◆ **What you should do**
An exact copy of each record is required.
■ ■ ■ ■
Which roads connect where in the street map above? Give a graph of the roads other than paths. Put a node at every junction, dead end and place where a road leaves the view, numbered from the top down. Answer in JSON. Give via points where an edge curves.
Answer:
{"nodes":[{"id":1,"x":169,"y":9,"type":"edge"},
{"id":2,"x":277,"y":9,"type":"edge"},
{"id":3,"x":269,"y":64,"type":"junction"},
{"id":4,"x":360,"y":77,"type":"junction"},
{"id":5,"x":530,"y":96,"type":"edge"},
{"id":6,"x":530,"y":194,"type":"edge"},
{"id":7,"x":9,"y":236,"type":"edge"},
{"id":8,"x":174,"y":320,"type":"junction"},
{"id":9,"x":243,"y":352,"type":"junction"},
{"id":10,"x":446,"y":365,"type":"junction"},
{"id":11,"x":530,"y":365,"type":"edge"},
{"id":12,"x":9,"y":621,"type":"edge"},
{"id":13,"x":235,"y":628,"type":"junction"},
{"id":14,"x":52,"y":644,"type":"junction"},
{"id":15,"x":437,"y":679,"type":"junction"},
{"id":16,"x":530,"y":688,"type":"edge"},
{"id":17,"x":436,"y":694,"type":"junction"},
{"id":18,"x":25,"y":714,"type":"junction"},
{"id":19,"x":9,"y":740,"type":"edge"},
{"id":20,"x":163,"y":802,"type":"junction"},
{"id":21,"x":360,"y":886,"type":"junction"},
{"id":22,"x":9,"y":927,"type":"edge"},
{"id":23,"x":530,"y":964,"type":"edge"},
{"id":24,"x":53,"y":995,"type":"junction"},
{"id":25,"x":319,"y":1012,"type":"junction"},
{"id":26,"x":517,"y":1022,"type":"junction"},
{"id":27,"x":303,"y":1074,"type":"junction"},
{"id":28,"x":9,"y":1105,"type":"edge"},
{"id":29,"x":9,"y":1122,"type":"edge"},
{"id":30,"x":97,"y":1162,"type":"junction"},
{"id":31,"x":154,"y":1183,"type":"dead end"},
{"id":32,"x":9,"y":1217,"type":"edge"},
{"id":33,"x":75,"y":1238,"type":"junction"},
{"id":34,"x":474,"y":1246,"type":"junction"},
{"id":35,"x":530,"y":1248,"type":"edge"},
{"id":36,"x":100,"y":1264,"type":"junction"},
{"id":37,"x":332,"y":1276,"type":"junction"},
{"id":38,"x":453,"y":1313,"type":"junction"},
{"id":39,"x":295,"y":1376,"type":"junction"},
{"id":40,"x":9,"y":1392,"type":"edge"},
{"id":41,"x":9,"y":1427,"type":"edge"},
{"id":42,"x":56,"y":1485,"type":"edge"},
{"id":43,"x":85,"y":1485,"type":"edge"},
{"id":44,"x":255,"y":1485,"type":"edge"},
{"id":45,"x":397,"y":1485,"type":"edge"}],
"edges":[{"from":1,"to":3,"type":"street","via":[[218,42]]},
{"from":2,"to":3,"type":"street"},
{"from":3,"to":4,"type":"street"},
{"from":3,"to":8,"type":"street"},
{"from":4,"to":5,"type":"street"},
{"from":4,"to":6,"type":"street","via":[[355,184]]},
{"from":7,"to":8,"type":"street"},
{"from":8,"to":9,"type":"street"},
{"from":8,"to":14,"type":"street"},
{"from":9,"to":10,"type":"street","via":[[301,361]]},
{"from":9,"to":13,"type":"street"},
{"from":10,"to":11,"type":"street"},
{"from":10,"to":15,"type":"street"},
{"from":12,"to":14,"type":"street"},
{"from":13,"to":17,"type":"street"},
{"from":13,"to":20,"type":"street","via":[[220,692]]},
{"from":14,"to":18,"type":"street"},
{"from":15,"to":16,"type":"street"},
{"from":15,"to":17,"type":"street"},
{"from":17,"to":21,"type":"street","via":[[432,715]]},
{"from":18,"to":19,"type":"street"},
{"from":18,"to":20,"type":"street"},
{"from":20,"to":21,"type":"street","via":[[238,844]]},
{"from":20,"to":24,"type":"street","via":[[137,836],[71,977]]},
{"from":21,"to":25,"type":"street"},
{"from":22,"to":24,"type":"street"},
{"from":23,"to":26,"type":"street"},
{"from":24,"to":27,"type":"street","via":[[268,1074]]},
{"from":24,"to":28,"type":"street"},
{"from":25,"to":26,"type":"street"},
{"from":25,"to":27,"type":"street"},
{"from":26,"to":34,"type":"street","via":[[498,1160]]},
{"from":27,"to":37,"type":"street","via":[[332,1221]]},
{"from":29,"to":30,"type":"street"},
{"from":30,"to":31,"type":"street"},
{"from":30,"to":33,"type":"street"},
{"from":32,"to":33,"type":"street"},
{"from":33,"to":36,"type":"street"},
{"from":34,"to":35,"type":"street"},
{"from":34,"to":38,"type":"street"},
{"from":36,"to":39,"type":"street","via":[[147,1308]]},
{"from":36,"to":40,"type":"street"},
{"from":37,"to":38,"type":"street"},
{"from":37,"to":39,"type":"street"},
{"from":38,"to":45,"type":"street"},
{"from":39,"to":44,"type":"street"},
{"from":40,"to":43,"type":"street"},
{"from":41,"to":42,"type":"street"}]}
■ ■ ■ ■
◆ **Solution**
Which roads connect where in the street map above? Give a graph of the roads other than paths. Put a node at every junction, dead end and place where a road leaves the view, numbered from the top down. Answer in JSON. Give via points where an edge curves.
Answer:
{"nodes":[{"id":1,"x":169,"y":9,"type":"edge"},
{"id":2,"x":277,"y":9,"type":"edge"},
{"id":3,"x":269,"y":64,"type":"junction"},
{"id":4,"x":360,"y":77,"type":"junction"},
{"id":5,"x":530,"y":96,"type":"edge"},
{"id":6,"x":530,"y":194,"type":"edge"},
{"id":7,"x":9,"y":236,"type":"edge"},
{"id":8,"x":174,"y":320,"type":"junction"},
{"id":9,"x":243,"y":352,"type":"junction"},
{"id":10,"x":446,"y":365,"type":"junction"},
{"id":11,"x":530,"y":365,"type":"edge"},
{"id":12,"x":9,"y":621,"type":"edge"},
{"id":13,"x":235,"y":628,"type":"junction"},
{"id":14,"x":52,"y":644,"type":"junction"},
{"id":15,"x":437,"y":679,"type":"junction"},
{"id":16,"x":530,"y":688,"type":"edge"},
{"id":17,"x":436,"y":694,"type":"junction"},
{"id":18,"x":25,"y":714,"type":"junction"},
{"id":19,"x":9,"y":740,"type":"edge"},
{"id":20,"x":163,"y":802,"type":"junction"},
{"id":21,"x":360,"y":886,"type":"junction"},
{"id":22,"x":9,"y":927,"type":"edge"},
{"id":23,"x":530,"y":964,"type":"edge"},
{"id":24,"x":53,"y":995,"type":"junction"},
{"id":25,"x":319,"y":1012,"type":"junction"},
{"id":26,"x":517,"y":1022,"type":"junction"},
{"id":27,"x":303,"y":1074,"type":"junction"},
{"id":28,"x":9,"y":1105,"type":"edge"},
{"id":29,"x":9,"y":1122,"type":"edge"},
{"id":30,"x":97,"y":1162,"type":"junction"},
{"id":31,"x":154,"y":1183,"type":"dead end"},
{"id":32,"x":9,"y":1217,"type":"edge"},
{"id":33,"x":75,"y":1238,"type":"junction"},
{"id":34,"x":474,"y":1246,"type":"junction"},
{"id":35,"x":530,"y":1248,"type":"edge"},
{"id":36,"x":100,"y":1264,"type":"junction"},
{"id":37,"x":332,"y":1276,"type":"junction"},
{"id":38,"x":453,"y":1313,"type":"junction"},
{"id":39,"x":295,"y":1376,"type":"junction"},
{"id":40,"x":9,"y":1392,"type":"edge"},
{"id":41,"x":9,"y":1427,"type":"edge"},
{"id":42,"x":56,"y":1485,"type":"edge"},
{"id":43,"x":85,"y":1485,"type":"edge"},
{"id":44,"x":255,"y":1485,"type":"edge"},
{"id":45,"x":397,"y":1485,"type":"edge"}],
"edges":[{"from":1,"to":3,"type":"street","via":[[218,42]]},
{"from":2,"to":3,"type":"street"},
{"from":3,"to":4,"type":"street"},
{"from":3,"to":8,"type":"street"},
{"from":4,"to":5,"type":"street"},
{"from":4,"to":6,"type":"street","via":[[355,184]]},
{"from":7,"to":8,"type":"street"},
{"from":8,"to":9,"type":"street"},
{"from":8,"to":14,"type":"street"},
{"from":9,"to":10,"type":"street","via":[[301,361]]},
{"from":9,"to":13,"type":"street"},
{"from":10,"to":11,"type":"street"},
{"from":10,"to":15,"type":"street"},
{"from":12,"to":14,"type":"street"},
{"from":13,"to":17,"type":"street"},
{"from":13,"to":20,"type":"street","via":[[220,692]]},
{"from":14,"to":18,"type":"street"},
{"from":15,"to":16,"type":"street"},
{"from":15,"to":17,"type":"street"},
{"from":17,"to":21,"type":"street","via":[[432,715]]},
{"from":18,"to":19,"type":"street"},
{"from":18,"to":20,"type":"street"},
{"from":20,"to":21,"type":"street","via":[[238,844]]},
{"from":20,"to":24,"type":"street","via":[[137,836],[71,977]]},
{"from":21,"to":25,"type":"street"},
{"from":22,"to":24,"type":"street"},
{"from":23,"to":26,"type":"street"},
{"from":24,"to":27,"type":"street","via":[[268,1074]]},
{"from":24,"to":28,"type":"street"},
{"from":25,"to":26,"type":"street"},
{"from":25,"to":27,"type":"street"},
{"from":26,"to":34,"type":"street","via":[[498,1160]]},
{"from":27,"to":37,"type":"street","via":[[332,1221]]},
{"from":29,"to":30,"type":"street"},
{"from":30,"to":31,"type":"street"},
{"from":30,"to":33,"type":"street"},
{"from":32,"to":33,"type":"street"},
{"from":33,"to":36,"type":"street"},
{"from":34,"to":35,"type":"street"},
{"from":34,"to":38,"type":"street"},
{"from":36,"to":39,"type":"street","via":[[147,1308]]},
{"from":36,"to":40,"type":"street"},
{"from":37,"to":38,"type":"street"},
{"from":37,"to":39,"type":"street"},
{"from":38,"to":45,"type":"street"},
{"from":39,"to":44,"type":"street"},
{"from":40,"to":43,"type":"street"},
{"from":41,"to":42,"type":"street"}]}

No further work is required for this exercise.